• EXERCISE DETAILS:
Given the listing that follows, report all lines in which the string "image" occurs.

• RECORD EXTRACTS:
- - -
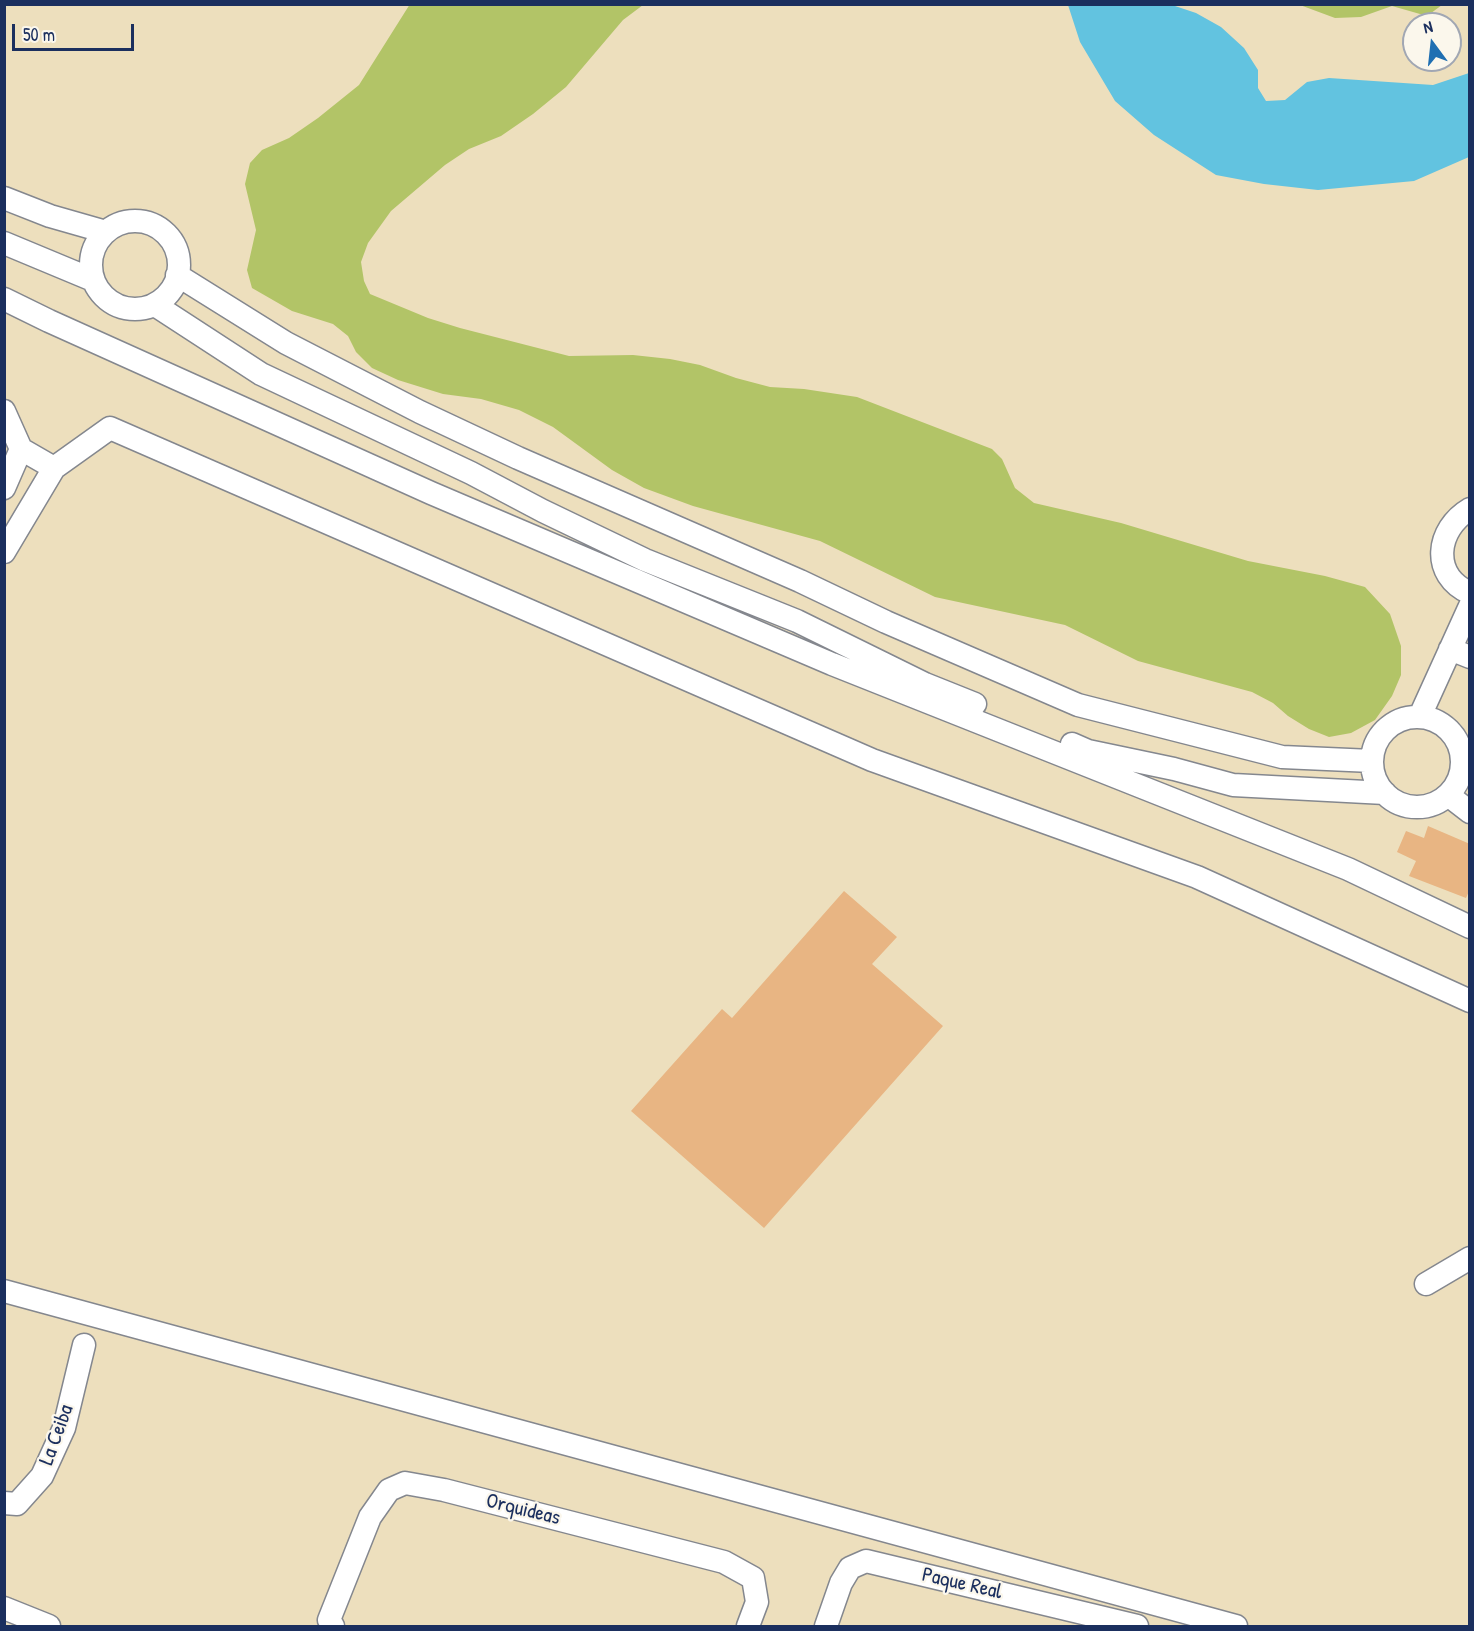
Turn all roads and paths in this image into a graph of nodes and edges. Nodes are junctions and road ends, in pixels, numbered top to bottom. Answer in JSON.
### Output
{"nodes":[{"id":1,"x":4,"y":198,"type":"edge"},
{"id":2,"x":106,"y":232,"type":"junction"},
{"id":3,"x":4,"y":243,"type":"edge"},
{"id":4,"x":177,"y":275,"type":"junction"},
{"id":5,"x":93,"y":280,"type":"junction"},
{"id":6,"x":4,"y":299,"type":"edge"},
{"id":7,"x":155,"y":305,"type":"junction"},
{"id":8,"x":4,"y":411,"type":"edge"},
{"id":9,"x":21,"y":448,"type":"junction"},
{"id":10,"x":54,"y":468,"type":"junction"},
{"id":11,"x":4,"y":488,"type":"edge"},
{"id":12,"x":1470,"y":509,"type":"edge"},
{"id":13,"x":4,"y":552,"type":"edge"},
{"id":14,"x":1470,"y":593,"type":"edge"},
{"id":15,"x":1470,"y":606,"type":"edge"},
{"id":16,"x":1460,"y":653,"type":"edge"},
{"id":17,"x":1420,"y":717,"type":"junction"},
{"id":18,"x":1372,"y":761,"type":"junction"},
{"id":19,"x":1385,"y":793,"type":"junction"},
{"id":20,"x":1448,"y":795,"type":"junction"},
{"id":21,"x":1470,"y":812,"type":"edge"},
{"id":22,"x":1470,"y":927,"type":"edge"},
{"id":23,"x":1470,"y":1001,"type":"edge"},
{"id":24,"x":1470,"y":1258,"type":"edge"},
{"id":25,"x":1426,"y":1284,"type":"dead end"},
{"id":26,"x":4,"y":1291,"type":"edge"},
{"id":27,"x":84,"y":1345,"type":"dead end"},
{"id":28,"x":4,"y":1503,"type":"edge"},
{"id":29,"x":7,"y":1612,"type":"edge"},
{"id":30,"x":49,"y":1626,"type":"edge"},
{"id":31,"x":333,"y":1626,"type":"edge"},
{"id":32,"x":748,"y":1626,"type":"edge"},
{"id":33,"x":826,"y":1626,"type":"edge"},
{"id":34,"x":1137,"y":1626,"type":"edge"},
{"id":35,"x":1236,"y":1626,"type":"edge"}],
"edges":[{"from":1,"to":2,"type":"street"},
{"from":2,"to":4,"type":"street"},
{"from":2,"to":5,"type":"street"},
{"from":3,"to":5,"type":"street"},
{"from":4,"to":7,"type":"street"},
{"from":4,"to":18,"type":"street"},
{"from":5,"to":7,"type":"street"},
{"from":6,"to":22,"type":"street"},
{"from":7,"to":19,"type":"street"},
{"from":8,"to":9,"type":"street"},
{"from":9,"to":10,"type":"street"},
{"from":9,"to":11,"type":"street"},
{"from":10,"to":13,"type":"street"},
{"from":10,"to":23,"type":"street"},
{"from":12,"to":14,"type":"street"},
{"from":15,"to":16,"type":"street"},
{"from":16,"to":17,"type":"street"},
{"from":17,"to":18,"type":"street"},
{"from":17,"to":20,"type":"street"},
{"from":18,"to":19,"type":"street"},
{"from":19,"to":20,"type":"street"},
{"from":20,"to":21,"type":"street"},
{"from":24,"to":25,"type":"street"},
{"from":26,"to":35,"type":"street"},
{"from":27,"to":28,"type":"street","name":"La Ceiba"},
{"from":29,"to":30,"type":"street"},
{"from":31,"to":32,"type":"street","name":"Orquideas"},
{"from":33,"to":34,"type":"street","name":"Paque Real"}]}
- - -
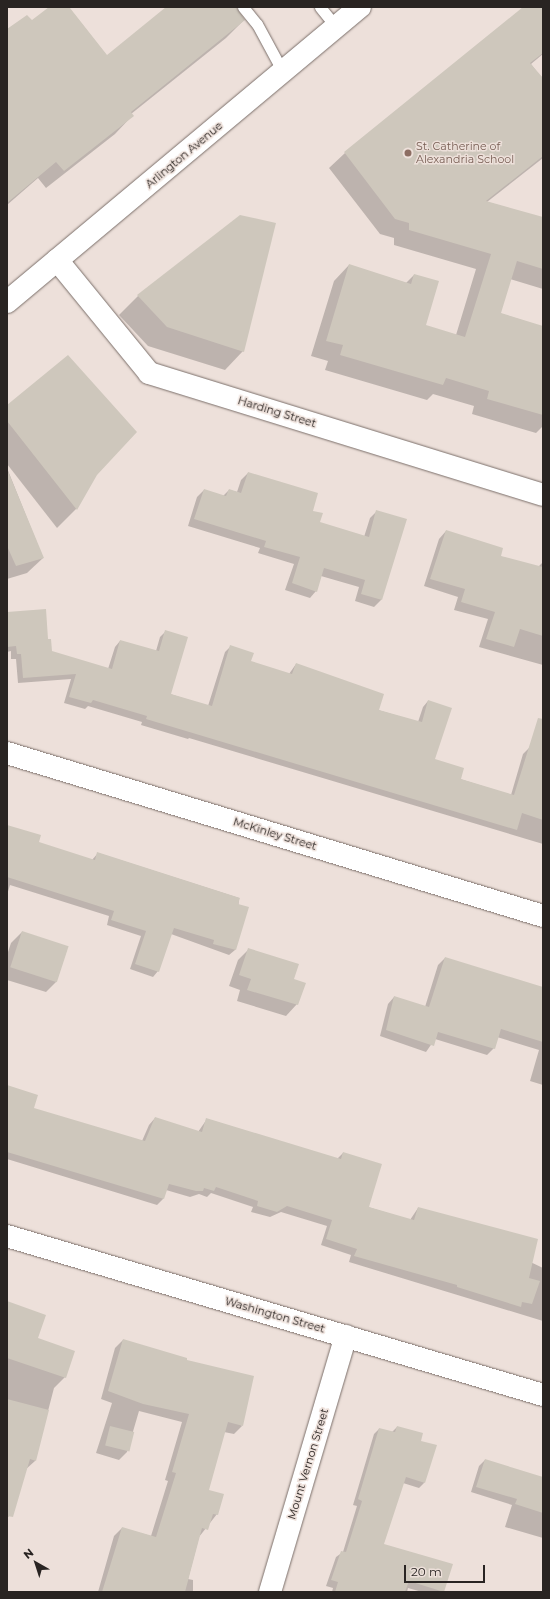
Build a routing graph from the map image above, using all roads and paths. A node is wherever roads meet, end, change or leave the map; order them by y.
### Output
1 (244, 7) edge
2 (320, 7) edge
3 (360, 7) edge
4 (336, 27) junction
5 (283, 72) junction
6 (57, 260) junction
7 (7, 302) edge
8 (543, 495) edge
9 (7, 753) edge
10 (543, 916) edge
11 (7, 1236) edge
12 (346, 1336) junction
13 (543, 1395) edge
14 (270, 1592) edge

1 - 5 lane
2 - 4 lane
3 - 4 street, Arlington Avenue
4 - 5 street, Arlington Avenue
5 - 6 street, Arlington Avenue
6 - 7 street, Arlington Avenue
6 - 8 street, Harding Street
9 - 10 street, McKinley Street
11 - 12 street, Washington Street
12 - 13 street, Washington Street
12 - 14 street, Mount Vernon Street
- - -
• ANSWER TO THE EXERCISE:
Turn all roads and paths in this image into a graph of nodes and edges. Nodes are junctions and road ends, in pixels, numbered top to bottom. Answer in JSON.
Build a routing graph from the map image above, using all roads and paths. A node is wherever roads meet, end, change or leave the map; order them by y.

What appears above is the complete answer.